FORT WORTH (CBSDFW.COM) – When hand sanitizer disappeared from store shelves in March, distillers quickly shifted from filling barrels with whiskey to filling bottles with the alcohol solution.

As that work tails off though, even as alcohol sales surge at liquor stores and online, small distillers may struggle to survive the extended shutdown.

A letter signed by dozens of state representatives this week sent to Gov. Greg Abbott said Texas distillers have seen an 80% revenue loss since virus mitigation efforts began.

Most small distillers see more than half their revenue come from their tasting rooms, tours and bottle sales from their distillery, according to Todd Gregory, who is on the board of directors for the Texas Distilled Spirits Association.

Those all closed in mid-March with everything else.

Gregory’s own BlackEyed Distilling in Fort Worth is about to be closed for the ninth-straight weekend, and he’s not selling any bottles of vodka to-go.

“If we aren’t selling those, we don’t have any other revenue,” he said.

A survey from the Distilled Spirits Council found 42% of distillers didn’t anticipate being able to sustain their business longer than three months.

While alcohol sales data from Nielsen found sales up 27% in stores in April and more than doubled online, it also found buyers leaning toward larger package sizes and larger brands.
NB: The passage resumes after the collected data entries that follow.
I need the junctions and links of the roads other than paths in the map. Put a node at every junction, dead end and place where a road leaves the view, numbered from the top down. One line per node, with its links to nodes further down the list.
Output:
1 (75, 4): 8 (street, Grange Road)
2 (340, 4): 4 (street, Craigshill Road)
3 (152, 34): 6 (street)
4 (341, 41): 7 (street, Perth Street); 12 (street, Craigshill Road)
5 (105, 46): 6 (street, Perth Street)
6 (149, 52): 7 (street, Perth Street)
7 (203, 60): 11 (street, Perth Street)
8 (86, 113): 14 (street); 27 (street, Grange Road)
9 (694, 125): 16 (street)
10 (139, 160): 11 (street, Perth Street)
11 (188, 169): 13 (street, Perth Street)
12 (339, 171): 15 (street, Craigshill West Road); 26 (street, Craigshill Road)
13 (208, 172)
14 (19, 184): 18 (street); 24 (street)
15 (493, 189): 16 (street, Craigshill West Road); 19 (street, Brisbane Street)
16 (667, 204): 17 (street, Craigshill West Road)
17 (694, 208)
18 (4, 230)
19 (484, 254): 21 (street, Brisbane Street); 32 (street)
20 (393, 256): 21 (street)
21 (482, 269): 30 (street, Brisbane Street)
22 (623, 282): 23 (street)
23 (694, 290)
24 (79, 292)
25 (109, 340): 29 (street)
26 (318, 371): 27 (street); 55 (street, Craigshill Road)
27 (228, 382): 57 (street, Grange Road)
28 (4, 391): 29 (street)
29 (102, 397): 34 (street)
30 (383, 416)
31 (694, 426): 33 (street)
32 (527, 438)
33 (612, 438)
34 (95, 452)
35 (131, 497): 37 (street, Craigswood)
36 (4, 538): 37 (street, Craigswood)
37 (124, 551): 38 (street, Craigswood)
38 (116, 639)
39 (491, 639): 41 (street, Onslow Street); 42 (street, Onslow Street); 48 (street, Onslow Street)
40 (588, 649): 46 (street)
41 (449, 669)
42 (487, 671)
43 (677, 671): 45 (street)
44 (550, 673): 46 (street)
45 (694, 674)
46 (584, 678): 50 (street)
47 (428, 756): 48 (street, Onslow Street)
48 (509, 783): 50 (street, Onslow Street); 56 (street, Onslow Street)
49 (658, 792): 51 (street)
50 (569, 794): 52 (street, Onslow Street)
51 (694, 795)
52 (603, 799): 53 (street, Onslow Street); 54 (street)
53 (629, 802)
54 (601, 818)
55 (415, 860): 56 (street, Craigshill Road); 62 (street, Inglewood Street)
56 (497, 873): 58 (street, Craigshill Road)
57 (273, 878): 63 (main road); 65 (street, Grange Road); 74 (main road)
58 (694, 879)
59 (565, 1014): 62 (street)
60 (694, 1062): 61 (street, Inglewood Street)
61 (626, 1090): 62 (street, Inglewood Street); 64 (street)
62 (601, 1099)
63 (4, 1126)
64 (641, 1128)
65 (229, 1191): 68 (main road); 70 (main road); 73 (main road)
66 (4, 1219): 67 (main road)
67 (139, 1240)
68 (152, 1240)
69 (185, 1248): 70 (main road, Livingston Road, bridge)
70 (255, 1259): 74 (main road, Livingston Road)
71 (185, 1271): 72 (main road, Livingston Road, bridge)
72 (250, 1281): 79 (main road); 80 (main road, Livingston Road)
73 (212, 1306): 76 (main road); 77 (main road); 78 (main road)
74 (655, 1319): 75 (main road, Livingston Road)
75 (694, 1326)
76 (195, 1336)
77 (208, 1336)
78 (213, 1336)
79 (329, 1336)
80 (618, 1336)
Many small Texas distillers don’t even have their products distributed in stores, Gregory explained.

In addition, Texas law limits distillers to selling someone a maximum of two bottles every 30 days — directly from the distillery.

The letter to Abbott urged him to wave the restriction, which might be enough to allow some businesses to stay open and make sales.

“They can come to the distillery and buy four bottles, or buy eight bottles,” Gregory said. “So it’s worth us staying open to have a $100 ticket, right?”

Gregory and Tony Formby at Acre Distilling in Fort Worth both said shipping restrictions have also impacted their revenue.

“We get asked, daily,” Formby said about shipping to other states.

He said he expects his business to survive but be substantially changed even when he is allowed to reopen. Group tasting, tours and large crowds from the nearby convention center will likely be gone.

He’s looking at adding more outdoor opportunities for customers and has started working directly with store owners again, including offering hand sanitizer with a purchase to make his product stand out along with the big labels.

“So we have to up our game and to get the public to know our brands better, and get them to know they can get them at the liquor store,” he said.